4. After attaching the frame to the wall, I proceeded to immediately attach the frame to the adjacent wall and to my freestanding vertical supports (as pictured). At this point that top shelf is very sturdy.
5. Repeat the process for the other shelves.
So something I had to deal with was my concrete on the floor not being wide enough to support a 2"x4", but also not flush to the wall. Given that the 2"x"4 was not the only vertical support for the unit, I went ahead and notched the 2x4 so it could sit flush against the wall. This was mostly about aesthetics more than anything else. I did measure precisely how high the notch needed to be so that the board would touch the concrete in the notch and at the end of the board, although I don't know that was necessary, it just made me happy.
Once I had the framing in place for all the shelving the next step was to add the actual shelf. Because I was able to put up strong framing I didn't feel the need to install thick plywood, also I wanted the shelves to be smooth without a lot of sanding. I purchased a few sheets of 1/4" thick plywood an had the store cut them to the width I needed (16"). I also did not want the framing to be visible from underneath the shelf (this part is totally optional) so I decided to put identical pieces of plywood on the bottom as well. To eliminate having screw holes on top I decided to glue the top plywood on. I put some cabinet screws on the bottom sheet of plywood, I could have glued it but that seemed like too much work.

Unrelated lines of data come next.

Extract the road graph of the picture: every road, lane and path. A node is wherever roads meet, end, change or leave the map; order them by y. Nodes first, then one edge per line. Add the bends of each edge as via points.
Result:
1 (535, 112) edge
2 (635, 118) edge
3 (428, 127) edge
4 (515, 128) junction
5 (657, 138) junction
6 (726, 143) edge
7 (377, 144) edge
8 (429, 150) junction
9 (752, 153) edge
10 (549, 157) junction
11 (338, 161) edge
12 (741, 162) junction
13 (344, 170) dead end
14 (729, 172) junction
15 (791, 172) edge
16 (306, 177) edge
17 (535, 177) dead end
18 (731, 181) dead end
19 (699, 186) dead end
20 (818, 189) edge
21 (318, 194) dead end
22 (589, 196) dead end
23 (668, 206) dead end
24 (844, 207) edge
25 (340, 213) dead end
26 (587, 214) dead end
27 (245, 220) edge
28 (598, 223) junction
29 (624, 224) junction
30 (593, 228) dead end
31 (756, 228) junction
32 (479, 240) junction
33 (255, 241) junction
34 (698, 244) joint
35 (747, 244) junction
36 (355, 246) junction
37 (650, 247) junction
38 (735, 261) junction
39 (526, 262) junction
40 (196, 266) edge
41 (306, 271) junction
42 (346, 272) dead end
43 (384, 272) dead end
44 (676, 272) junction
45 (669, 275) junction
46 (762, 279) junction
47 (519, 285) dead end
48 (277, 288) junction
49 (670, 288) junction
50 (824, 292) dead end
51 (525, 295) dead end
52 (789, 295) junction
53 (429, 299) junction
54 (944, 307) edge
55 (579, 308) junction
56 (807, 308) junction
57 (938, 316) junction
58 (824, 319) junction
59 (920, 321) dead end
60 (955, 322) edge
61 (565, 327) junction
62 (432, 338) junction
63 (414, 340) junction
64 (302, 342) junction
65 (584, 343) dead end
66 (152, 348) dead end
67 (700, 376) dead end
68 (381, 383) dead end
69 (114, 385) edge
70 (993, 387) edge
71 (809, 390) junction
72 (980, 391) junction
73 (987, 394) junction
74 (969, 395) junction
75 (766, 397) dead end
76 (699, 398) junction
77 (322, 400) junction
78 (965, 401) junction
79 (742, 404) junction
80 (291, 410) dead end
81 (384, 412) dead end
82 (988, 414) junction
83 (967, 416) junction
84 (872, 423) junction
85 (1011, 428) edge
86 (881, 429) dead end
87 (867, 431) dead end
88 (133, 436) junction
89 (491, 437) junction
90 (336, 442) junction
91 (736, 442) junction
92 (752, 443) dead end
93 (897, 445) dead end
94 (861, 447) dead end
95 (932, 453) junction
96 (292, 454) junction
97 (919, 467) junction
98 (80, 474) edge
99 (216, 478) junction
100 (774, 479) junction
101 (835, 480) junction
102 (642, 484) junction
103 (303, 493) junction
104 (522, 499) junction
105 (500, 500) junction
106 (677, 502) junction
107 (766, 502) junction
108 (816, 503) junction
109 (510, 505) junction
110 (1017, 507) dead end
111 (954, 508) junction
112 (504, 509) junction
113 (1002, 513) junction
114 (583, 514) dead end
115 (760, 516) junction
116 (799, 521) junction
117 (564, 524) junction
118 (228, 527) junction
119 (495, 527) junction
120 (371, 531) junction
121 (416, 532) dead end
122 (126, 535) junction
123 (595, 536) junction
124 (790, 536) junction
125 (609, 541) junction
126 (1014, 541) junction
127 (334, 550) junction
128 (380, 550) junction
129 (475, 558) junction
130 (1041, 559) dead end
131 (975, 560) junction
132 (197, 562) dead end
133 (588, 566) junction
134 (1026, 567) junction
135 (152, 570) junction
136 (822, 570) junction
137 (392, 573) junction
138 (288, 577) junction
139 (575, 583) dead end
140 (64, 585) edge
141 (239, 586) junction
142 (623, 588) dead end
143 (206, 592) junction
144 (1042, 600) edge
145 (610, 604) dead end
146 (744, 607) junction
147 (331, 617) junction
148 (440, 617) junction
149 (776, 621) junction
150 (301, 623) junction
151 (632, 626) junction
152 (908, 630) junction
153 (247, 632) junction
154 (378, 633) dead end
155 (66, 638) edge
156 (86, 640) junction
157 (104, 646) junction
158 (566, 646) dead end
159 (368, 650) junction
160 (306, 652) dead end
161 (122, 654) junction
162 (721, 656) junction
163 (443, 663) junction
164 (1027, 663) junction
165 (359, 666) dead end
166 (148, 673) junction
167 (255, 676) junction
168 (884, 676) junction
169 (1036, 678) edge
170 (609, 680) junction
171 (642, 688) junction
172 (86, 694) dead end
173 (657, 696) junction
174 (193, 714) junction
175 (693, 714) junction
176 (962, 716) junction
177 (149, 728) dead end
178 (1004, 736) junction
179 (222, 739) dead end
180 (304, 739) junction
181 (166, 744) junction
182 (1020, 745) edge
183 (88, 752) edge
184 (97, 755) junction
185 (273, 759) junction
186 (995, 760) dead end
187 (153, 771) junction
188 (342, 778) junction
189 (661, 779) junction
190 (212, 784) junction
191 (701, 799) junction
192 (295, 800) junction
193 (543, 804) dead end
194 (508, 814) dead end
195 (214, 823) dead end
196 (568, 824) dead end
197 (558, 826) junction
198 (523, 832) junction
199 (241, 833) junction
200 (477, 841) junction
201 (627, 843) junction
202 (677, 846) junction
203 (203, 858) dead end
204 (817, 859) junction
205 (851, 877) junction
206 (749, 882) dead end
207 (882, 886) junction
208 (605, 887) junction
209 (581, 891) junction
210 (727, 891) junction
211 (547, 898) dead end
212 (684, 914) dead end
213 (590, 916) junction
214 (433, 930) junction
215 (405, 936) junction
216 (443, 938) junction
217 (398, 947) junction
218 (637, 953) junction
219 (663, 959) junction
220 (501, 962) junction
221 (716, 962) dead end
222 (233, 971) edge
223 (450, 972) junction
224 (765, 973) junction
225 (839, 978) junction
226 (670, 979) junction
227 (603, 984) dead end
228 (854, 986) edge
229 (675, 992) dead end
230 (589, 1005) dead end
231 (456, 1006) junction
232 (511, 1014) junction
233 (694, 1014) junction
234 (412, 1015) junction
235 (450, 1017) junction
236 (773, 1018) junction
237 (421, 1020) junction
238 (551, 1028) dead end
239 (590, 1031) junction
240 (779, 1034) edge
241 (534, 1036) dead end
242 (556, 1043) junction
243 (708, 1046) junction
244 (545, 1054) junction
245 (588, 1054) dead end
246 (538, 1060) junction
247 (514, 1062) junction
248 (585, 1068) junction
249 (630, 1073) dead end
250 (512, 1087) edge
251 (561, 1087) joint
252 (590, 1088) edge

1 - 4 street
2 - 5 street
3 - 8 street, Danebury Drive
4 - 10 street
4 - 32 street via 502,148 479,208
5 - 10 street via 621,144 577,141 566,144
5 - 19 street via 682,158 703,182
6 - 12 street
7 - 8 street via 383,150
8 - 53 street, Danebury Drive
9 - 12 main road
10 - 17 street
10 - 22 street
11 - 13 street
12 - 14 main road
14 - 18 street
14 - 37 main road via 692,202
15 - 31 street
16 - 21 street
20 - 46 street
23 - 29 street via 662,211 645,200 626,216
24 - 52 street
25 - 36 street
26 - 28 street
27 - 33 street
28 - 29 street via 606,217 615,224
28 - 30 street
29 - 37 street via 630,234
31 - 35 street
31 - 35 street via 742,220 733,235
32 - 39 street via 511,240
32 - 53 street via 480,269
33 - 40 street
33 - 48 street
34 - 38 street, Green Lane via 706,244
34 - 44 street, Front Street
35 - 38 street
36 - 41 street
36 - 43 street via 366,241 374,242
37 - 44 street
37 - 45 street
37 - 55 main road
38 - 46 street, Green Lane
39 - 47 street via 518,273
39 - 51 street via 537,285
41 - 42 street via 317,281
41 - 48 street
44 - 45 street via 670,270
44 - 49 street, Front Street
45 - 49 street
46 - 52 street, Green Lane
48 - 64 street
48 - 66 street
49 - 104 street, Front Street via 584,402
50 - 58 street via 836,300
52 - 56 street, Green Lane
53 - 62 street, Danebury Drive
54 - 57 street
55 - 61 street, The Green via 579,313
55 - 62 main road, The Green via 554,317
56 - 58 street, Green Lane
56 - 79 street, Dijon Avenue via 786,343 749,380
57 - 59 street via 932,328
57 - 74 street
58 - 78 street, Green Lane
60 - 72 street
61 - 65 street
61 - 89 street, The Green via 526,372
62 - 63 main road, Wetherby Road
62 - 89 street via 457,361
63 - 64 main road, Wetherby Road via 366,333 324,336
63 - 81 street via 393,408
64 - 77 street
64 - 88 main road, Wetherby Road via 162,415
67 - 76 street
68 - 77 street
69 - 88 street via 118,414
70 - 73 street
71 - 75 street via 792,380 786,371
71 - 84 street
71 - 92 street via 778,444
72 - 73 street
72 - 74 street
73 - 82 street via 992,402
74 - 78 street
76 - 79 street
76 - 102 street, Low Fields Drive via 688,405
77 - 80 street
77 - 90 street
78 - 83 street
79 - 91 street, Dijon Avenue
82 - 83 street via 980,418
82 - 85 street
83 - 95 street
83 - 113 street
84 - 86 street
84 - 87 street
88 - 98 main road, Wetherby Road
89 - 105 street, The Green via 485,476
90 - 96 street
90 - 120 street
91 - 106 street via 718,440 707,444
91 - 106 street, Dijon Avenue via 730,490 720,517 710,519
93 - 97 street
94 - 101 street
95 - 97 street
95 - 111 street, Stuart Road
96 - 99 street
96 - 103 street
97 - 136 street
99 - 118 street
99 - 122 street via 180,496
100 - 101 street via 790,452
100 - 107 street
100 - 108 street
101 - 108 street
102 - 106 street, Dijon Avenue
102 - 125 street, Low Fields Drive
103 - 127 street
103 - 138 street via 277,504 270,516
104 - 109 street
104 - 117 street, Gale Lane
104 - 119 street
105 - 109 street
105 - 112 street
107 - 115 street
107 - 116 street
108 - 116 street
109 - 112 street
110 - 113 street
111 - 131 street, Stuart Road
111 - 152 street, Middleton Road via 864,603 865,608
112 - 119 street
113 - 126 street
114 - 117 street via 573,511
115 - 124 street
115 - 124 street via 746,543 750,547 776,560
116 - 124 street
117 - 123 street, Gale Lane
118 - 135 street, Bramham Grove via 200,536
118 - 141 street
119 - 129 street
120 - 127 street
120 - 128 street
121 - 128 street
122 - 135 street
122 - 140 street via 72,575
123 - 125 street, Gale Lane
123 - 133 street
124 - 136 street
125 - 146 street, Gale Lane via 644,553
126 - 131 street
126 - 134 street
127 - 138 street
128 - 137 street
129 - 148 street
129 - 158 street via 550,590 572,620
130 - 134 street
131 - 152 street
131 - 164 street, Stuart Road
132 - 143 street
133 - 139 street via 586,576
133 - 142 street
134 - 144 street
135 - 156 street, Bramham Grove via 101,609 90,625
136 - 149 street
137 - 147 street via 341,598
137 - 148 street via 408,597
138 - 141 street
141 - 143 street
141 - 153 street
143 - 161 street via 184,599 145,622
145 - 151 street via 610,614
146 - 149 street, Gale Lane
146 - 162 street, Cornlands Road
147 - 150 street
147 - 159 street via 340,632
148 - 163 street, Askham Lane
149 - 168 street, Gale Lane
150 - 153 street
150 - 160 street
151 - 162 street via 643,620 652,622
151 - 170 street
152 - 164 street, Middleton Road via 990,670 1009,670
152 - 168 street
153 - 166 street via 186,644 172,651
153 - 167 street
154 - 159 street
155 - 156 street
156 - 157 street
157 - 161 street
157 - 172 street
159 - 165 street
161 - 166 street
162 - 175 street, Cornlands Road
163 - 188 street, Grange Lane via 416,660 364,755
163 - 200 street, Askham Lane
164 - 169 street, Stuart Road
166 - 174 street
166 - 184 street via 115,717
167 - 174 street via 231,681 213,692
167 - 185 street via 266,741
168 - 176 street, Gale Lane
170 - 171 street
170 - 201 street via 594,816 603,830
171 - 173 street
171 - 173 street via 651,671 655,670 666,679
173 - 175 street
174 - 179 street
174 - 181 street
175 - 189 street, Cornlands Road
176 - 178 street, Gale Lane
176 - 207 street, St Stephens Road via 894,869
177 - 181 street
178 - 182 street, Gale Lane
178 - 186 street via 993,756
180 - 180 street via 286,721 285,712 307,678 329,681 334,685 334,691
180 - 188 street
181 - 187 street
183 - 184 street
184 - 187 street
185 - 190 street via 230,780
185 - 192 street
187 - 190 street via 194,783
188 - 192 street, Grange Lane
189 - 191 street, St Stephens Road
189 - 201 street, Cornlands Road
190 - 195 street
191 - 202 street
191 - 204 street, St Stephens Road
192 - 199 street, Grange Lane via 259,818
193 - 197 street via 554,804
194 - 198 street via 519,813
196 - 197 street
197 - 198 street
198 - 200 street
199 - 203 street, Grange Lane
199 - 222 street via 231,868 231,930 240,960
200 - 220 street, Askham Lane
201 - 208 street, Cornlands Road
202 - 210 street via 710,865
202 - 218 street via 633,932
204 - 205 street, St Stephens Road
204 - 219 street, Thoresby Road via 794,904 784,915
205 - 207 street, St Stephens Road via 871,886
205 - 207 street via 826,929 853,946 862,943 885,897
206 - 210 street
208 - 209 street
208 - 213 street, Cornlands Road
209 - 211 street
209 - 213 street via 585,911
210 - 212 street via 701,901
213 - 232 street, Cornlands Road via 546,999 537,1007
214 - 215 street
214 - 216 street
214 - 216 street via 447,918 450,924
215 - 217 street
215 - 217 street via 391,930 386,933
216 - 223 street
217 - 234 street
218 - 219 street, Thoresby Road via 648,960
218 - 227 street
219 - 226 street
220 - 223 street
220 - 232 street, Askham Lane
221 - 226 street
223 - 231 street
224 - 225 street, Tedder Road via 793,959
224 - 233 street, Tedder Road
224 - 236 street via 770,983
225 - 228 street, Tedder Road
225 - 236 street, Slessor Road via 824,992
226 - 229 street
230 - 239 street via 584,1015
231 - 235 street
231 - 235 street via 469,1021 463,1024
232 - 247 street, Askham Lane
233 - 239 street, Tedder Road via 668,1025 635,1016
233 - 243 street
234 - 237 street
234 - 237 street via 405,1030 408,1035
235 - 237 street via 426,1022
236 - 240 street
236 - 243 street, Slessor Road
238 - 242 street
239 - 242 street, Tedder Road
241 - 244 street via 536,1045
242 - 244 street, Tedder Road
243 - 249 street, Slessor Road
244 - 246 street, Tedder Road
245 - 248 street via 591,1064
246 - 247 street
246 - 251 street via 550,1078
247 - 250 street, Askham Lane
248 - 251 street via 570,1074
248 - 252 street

After getting the glue down and the shelf in place I clamped everything down and let is cure overnight.
The next day the glue was dry and I could move on to the next step, attaching the sanding. I primarily sanded edges to get them flush with the 2x4"s. I also filled in any holes in the 2x4"s with wood putty.
Next I installed the molding for the top shelf using a nailer and then got side tracked building my wife a box to store her gardening items in and installing a pegboard to hang items on. That concluded a Saturdays work.
The next day i was able to prime and paint everything. I chose to use a high-gloss paint for the shelves primarily because my wife likes the look of it, but it also tends to be easier to clean and resist marking / scratches better.
The finished Product!
Overall this wasn't to hard to complete, there were only a couple of points in the process that really required two sets of hands, but more hands usually makes for easier work! We were able to complete the project plus our additions to it in two weekends so i was pretty happy with that.
If you need shelving in your garage I would encourage you to try building you own. Just define what the function of the shelving will be, how much weight it needs to hold, and what you want it to look like. Hopefully my experience will help you from there.